New York has a solid track record of sending out-of-town chefs back home with their tails between their legs, so give Enrique Olvera credit; he’s two for two so far. Honestly at this point if he wanted to open a cupcake shop, I’d put money on it.
Here’s what else to order (or avoid) at Atla:
Herb guacamole: Large chunks of well-salted avocados with whole mint and basil leaves. You scoop this up with a single, massive chile-dusted purple tostada, which fully covers the guacamole bowl in the modern, Ignacio Mattos-style of lettuce covering an entire steak. The plating speaks to the primacy of corn in the Olvera pantheon of ingredients. But more practically, this is just a delicious, perfectly executed dip.
Mushroom quesadillas: Melted cheese with mushrooms in a tortilla. This trio of humble ingredients is ubiquitous throughout New York, but at Atla, the heady fungi, stretchy cheese, and robust corn reach otherworldly heights. This is a near-perfect dish.
Pambazo sandwich: Two slices of brioche painted in guajillo salsa and fried on the flattop, then stuffed with a lot of lettuce and a little bit of potato and chorizo. It tastes precisely like its component ingredients, which is why you should order one.
Fish Milanese: Bland white fish breaded and fried into a one-note torpor. Milanese is practically the official dish of Latin America; Olvera can do better here.
Arctic char tostada: Raw char and capers on a farmer’s cheese-slicked blue corn crisp: because every chef has to kowtow to the New York bagel with lox and cream cheese.

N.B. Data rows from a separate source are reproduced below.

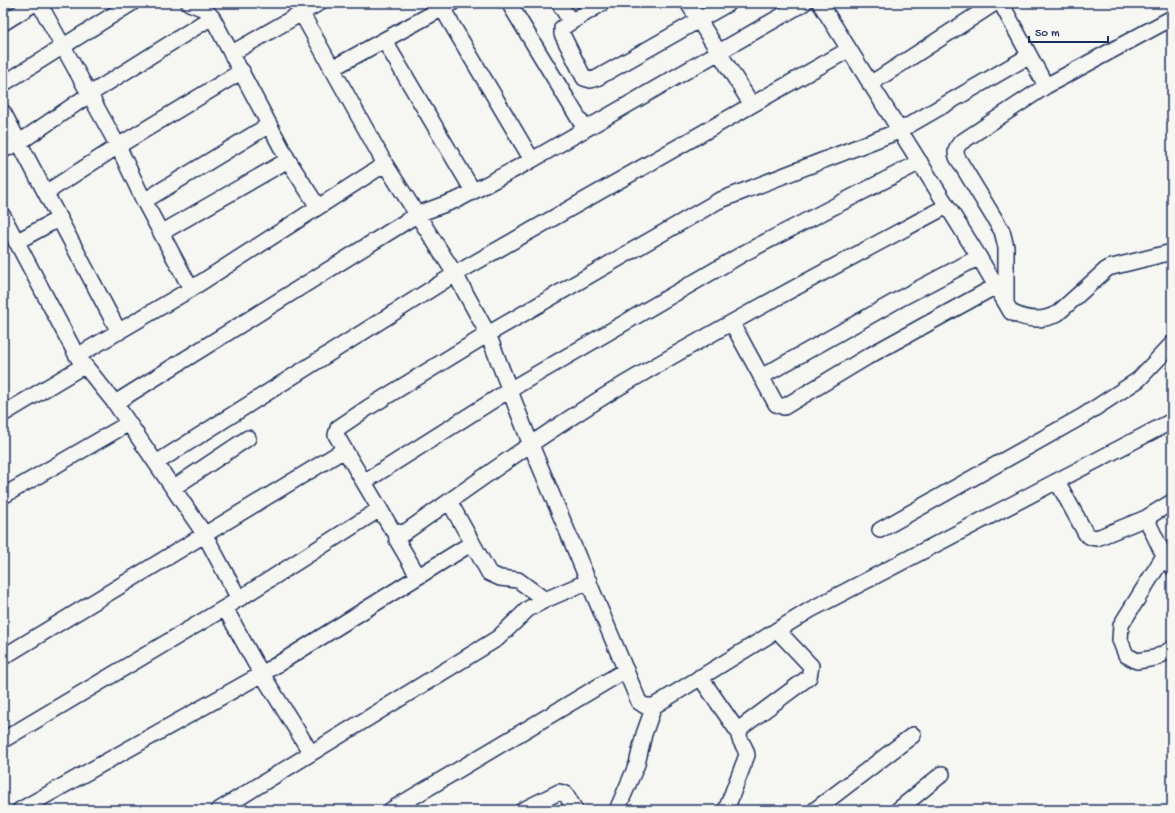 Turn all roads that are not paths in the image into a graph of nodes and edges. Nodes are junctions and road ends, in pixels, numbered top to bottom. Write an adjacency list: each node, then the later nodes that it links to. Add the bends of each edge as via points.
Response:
1 (35, 3): 21 (street)
2 (39, 3): 23 (street)
3 (132, 3): 23 (street)
4 (189, 3): 17 (street)
5 (319, 3): 16 (street)
6 (509, 3): 37 (street)
7 (559, 3): 20 (street)
8 (602, 3): 20 (street)
9 (688, 3): 19 (street)
10 (729, 3): 19 (street)
11 (804, 3): 26 (street)
12 (820, 3): 24 (street)
13 (995, 3): 31 (street)
14 (1001, 3): 27 (street)
15 (447, 6): 22 (street); 43 (street)
16 (299, 8): 25 (street); 28 (street)
17 (212, 17): 25 (street); 33 (street)
18 (1172, 18): 32 (street)
19 (699, 20): 20 (street, via 591,80 584,78 562,34 562,28); 26 (street)
20 (571, 22)
21 (3, 23)
22 (384, 40): 28 (street); 46 (street)
23 (63, 46): 30 (street); 33 (street)
24 (848, 50): 31 (street); 34 (street)
25 (232, 53): 29 (street)
26 (719, 53): 34 (street); 37 (street)
27 (1029, 56): 32 (street); 38 (street)
28 (331, 69): 45 (street)
29 (242, 71): 36 (street); 40 (street)
30 (3, 84)
31 (870, 84): 38 (street)
32 (1046, 86): 61 (street, via 960,143 955,152 1002,232 1006,247)
33 (90, 94): 39 (street); 40 (street)
34 (752, 105): 58 (street)
35 (3, 112): 39 (street)
36 (269, 125): 42 (street); 48 (street)
37 (585, 129): 43 (street)
38 (899, 131): 44 (street); 64 (street, via 718,201)
39 (20, 142): 41 (street); 47 (street)
40 (118, 146): 47 (street); 48 (street)
41 (3, 150)
42 (288, 160): 50 (street); 54 (street)
43 (532, 160): 46 (street)
44 (920, 162): 49 (street); 68 (street, via 746,252)
45 (385, 164): 50 (street); 51 (street)
46 (473, 191): 51 (street)
47 (47, 192): 53 (street)
48 (144, 201): 54 (street)
49 (947, 206): 57 (street); 62 (street)
50 (318, 207): 60 (street)
51 (418, 214): 58 (street); 69 (street)
52 (3, 216): 55 (street)
53 (60, 218): 55 (street); 63 (street)
54 (162, 233): 60 (street)
55 (16, 242): 66 (street)
56 (1172, 252): 61 (street, via 1108,268 1050,318 1042,320 1019,316)
57 (979, 257): 59 (street); 67 (street, via 902,297)
58 (455, 274): 64 (street); 76 (street)
59 (996, 286): 61 (street); 67 (street, via 867,357 790,405 784,407 776,404)
60 (191, 289): 63 (street)
61 (1006, 306)
62 (732, 323): 67 (street); 74 (street, via 625,384)
63 (120, 332): 66 (street)
64 (488, 334): 68 (street); 75 (street, via 338,428 336,435)
65 (1172, 344): 85 (street, via 1138,380 1083,416)
66 (80, 361): 69 (street); 70 (street)
67 (761, 377)
68 (511, 390): 74 (street); 78 (street)
69 (115, 403): 72 (street)
70 (3, 414)
71 (1172, 421): 77 (street)
72 (129, 423): 76 (street); 80 (street)
73 (248, 438): 79 (street)
74 (531, 445): 81 (street); 91 (street)
75 (344, 450): 78 (street); 87 (street)
76 (156, 462): 79 (street)
77 (1057, 481): 84 (street, via 1090,537 1097,538); 95 (street)
78 (364, 482): 83 (street)
79 (173, 488): 87 (street)
80 (3, 496)
81 (449, 501): 86 (street, via 404,533); 88 (street)
82 (1172, 502): 84 (street)
83 (380, 509): 86 (street); 92 (street)
84 (1146, 518): 89 (street)
85 (880, 530)
86 (396, 532): 90 (street, via 397,540)
87 (205, 535): 92 (street); 97 (street)
88 (472, 543): 90 (street); 93 (street, via 489,573 500,578 518,580)
89 (1168, 561): 96 (street, via 1121,625 1120,640 1126,655 1137,661 1155,658)
90 (418, 576): 99 (street)
91 (589, 582): 93 (street); 98 (street)
92 (238, 599): 94 (street)
93 (545, 600): 105 (street, via 522,614 498,638)
94 (225, 608): 99 (street); 104 (street)
95 (777, 630): 100 (street); 102 (street, via 811,666 809,677 742,727)
96 (1172, 649)
97 (3, 657)
98 (626, 670): 101 (street, via 640,702 645,706); 109 (street)
99 (262, 674): 105 (street); 107 (street)
100 (700, 677): 101 (street); 102 (street)
101 (654, 706): 112 (street, via 637,764)
102 (739, 733): 113 (street, via 747,755)
103 (913, 735): 114 (street)
104 (3, 740)
105 (311, 753): 108 (street)
106 (942, 774): 115 (street)
107 (20, 810)
108 (219, 810)
109 (391, 810)
110 (523, 810): 111 (street, via 559,792 566,794)
111 (575, 810)
112 (617, 810)
113 (726, 810)
114 (815, 810)
115 (898, 810)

This one’s a skip.
Farro wheat and quail egg meatballs: A study in bland meat drenched in a cloying salsa and stuffed with overcooked eggs.
Corn tamal: A coarse blend of maize underneath a pile of queso fresco. It’s listed as a dessert but works as well as a cheese course. If the corn husk pudding at Cosme is brilliantly restrained in its sweetness and expression of how corn can boast a vegetal tang, the tamal pushes corn’s savory side to an unwelcome extreme. Skip it.
Strawberries and cream: Gelatin of strawberries in a fluffy espuma of cream. Nothing wrong with modernizing a classic; it’s just too bad the stiff berries don’t pack the fragrant bliss and sweetness they do in their original form. This is manipulation gone awry.
Sweet potato: The best dessert at Atla is a fork-tender sweet potato drenched in condensed milk. Pair it with a strong mezcal.